* What you have to do *
Whenever a line of the listing contains the string "REICHENAUER", return that line.

———

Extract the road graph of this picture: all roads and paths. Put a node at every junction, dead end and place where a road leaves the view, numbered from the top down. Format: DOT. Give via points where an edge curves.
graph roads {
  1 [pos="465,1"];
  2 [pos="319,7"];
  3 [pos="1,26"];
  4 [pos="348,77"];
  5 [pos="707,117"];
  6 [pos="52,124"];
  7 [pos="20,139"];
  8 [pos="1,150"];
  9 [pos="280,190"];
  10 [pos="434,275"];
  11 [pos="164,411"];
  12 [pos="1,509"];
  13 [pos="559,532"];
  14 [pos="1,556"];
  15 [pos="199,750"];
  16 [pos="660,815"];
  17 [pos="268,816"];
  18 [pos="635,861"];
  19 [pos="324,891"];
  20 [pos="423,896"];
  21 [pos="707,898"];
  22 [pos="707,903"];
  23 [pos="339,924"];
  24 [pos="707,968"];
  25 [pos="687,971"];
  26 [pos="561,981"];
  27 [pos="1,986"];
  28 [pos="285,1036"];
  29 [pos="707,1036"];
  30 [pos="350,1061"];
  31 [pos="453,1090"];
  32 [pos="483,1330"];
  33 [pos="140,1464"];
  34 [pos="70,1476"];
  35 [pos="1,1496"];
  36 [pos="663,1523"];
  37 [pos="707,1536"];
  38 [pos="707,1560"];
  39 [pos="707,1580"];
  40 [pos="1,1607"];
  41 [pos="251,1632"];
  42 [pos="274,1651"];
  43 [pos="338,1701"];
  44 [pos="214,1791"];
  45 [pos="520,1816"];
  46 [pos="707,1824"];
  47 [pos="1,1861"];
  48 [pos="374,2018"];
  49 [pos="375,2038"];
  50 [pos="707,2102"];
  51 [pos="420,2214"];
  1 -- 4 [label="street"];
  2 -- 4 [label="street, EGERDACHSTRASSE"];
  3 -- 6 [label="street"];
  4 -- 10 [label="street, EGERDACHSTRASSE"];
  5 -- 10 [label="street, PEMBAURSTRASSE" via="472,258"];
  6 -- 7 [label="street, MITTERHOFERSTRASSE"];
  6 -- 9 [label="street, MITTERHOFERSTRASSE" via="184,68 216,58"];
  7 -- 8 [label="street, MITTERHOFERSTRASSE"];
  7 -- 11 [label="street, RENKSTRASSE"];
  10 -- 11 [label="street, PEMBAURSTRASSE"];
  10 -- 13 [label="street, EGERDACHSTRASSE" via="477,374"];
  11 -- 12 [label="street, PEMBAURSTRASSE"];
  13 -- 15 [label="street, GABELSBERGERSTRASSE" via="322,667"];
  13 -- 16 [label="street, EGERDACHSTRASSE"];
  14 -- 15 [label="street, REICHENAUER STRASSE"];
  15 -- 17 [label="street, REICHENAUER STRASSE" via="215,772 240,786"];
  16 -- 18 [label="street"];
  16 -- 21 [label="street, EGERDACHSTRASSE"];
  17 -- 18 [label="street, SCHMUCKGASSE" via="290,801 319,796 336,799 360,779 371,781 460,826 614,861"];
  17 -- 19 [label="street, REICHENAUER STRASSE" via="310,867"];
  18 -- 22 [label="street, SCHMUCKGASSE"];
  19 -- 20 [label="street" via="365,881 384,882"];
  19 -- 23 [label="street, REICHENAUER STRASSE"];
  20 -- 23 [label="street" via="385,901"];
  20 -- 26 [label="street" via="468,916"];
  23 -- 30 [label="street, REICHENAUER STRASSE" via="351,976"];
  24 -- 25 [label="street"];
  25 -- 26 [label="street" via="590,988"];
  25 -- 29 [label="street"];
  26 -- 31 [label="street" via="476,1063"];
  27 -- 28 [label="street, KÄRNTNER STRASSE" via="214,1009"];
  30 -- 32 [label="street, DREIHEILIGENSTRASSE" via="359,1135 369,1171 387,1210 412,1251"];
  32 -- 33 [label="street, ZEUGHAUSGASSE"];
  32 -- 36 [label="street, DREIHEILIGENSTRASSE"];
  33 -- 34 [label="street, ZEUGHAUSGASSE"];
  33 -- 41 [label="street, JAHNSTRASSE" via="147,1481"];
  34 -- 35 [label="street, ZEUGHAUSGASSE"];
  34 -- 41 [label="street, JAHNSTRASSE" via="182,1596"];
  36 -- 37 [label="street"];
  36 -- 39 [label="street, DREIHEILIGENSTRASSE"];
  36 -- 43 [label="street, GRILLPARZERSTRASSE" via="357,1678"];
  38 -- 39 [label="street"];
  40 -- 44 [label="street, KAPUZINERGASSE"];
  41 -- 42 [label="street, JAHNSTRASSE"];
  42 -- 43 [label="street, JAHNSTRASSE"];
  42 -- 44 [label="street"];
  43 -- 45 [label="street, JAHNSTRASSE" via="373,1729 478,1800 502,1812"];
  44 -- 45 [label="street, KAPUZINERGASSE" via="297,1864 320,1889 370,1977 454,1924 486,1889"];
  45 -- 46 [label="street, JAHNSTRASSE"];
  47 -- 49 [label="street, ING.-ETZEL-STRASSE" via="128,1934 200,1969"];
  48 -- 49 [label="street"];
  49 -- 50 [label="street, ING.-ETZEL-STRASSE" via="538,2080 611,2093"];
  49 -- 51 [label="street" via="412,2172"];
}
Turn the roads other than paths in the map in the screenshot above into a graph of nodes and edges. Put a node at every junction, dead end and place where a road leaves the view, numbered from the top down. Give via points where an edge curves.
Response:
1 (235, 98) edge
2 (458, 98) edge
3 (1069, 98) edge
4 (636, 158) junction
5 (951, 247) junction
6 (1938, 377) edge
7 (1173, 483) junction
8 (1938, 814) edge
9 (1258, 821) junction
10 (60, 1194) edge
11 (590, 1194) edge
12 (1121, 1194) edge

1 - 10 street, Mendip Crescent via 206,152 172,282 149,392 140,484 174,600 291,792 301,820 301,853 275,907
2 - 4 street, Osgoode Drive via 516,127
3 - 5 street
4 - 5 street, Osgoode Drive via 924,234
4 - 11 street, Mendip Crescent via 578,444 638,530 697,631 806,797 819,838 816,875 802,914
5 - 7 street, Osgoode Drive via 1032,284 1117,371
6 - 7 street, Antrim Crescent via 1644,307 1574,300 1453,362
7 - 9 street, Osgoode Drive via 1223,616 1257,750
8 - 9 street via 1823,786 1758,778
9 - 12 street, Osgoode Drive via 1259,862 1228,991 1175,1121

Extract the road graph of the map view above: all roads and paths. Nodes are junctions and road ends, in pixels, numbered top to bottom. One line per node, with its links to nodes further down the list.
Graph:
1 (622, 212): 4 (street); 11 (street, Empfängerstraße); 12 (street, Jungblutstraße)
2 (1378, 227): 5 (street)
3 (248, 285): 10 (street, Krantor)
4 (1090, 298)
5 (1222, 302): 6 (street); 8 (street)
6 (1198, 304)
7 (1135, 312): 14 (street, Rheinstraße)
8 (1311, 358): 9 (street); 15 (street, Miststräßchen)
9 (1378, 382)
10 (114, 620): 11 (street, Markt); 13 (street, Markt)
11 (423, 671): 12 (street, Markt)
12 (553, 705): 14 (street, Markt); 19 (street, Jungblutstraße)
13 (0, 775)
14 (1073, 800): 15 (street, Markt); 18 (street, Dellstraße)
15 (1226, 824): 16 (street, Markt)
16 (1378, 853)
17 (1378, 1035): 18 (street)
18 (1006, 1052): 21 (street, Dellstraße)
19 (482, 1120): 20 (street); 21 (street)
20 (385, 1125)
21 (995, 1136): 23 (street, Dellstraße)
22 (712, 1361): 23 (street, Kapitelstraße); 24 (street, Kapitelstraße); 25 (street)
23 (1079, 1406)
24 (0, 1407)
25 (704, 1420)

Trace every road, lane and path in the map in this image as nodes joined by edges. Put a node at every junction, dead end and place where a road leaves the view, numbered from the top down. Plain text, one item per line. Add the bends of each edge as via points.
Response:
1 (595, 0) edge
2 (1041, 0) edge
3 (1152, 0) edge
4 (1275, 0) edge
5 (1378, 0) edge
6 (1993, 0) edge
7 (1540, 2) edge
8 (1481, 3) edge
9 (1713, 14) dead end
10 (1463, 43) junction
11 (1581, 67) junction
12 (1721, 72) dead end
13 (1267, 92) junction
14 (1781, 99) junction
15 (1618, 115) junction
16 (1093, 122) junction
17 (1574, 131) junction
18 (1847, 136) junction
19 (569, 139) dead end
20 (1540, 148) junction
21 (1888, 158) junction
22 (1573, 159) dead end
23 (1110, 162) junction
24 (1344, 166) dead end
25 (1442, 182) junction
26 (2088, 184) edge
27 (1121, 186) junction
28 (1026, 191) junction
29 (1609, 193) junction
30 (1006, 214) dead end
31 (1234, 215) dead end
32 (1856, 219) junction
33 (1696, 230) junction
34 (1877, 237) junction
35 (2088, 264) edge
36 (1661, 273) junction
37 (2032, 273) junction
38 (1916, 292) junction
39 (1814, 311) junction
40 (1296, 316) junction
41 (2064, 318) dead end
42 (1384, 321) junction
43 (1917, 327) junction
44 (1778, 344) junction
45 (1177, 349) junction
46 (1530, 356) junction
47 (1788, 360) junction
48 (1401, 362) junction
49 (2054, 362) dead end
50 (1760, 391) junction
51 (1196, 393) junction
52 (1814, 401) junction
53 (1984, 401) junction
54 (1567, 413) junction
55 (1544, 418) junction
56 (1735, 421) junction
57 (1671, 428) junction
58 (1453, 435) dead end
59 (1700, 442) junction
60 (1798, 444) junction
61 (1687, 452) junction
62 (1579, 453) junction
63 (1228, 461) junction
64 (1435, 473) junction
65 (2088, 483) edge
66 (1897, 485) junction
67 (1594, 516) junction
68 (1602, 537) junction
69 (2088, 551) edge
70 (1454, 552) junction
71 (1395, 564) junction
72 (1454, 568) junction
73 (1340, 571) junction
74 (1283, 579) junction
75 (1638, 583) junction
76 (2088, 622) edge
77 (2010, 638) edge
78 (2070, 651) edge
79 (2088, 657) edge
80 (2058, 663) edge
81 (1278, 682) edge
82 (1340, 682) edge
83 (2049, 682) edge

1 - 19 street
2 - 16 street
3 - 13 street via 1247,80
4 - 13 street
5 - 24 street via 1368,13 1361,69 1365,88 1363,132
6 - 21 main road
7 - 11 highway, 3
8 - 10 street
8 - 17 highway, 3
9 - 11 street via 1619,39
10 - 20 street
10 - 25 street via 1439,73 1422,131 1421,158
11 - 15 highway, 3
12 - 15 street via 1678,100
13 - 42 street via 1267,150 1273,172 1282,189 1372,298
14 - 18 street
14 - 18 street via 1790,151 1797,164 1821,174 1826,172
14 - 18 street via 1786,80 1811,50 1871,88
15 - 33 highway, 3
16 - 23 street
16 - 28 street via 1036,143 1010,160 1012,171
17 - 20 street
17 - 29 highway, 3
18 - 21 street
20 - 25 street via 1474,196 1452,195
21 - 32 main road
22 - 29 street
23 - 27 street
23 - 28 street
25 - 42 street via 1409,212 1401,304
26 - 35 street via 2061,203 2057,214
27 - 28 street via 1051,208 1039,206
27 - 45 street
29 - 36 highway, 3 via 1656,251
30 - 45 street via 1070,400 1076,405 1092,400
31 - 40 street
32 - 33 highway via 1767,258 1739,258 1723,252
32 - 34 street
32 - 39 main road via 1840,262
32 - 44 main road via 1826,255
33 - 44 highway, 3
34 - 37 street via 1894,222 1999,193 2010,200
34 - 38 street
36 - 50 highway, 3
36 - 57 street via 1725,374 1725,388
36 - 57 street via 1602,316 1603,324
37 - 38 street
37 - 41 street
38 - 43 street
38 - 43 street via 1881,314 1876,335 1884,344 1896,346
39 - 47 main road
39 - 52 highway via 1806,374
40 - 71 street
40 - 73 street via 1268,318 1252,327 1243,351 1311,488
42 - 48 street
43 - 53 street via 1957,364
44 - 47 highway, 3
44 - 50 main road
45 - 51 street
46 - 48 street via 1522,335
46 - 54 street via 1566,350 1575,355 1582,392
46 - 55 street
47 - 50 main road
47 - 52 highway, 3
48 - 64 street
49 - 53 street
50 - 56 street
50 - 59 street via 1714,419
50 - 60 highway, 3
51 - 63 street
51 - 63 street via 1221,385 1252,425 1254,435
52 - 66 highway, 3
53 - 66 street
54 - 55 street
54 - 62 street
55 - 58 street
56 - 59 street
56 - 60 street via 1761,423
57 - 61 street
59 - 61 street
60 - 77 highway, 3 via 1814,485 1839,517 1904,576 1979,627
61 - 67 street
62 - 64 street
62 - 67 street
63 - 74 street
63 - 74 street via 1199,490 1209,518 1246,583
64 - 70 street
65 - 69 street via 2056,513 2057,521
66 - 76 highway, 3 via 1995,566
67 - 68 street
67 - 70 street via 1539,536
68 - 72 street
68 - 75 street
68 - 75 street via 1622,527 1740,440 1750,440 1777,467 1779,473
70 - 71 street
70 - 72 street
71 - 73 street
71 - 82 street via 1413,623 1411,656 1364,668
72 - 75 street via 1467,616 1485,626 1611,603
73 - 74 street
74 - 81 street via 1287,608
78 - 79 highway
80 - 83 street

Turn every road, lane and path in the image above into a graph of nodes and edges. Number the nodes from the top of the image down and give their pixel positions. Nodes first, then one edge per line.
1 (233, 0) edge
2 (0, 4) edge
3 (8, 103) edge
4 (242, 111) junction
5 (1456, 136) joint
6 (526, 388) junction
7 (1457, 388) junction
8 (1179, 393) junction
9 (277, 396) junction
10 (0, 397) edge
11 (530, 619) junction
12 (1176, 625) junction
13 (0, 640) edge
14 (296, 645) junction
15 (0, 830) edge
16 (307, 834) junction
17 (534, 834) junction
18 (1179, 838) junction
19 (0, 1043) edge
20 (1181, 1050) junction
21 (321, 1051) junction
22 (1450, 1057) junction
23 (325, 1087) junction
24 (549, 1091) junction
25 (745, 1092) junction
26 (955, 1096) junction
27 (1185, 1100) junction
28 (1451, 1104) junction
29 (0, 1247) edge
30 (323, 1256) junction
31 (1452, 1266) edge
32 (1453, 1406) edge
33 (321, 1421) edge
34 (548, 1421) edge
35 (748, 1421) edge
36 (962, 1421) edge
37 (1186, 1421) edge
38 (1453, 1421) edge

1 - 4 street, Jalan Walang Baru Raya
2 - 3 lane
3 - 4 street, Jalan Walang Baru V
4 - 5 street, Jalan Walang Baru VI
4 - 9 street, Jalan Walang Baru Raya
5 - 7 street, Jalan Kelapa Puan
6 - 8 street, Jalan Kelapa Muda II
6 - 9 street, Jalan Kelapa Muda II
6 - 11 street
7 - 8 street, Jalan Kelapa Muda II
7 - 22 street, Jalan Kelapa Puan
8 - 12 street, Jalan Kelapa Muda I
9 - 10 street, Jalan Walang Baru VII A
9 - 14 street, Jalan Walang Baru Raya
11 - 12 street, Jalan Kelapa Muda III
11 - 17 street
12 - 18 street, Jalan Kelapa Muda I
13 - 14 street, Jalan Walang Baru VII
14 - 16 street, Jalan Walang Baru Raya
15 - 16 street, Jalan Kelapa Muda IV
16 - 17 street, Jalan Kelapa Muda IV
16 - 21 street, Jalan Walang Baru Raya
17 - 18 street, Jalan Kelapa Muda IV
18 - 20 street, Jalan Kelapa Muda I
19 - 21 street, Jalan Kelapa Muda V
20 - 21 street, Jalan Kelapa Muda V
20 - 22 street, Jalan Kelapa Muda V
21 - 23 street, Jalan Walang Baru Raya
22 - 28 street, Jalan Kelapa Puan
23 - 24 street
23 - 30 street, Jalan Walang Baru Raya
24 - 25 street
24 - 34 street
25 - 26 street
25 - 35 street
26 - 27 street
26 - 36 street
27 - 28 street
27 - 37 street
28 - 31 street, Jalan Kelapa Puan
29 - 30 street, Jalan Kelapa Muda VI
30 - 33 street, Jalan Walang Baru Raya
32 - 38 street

———

* Written reply *
  14 -- 15 [label="street, REICHENAUER STRASSE"];
  15 -- 17 [label="street, REICHENAUER STRASSE" via="215,772 240,786"];
  17 -- 19 [label="street, REICHENAUER STRASSE" via="310,867"];
  19 -- 23 [label="street, REICHENAUER STRASSE"];
  23 -- 30 [label="street, REICHENAUER STRASSE" via="351,976"];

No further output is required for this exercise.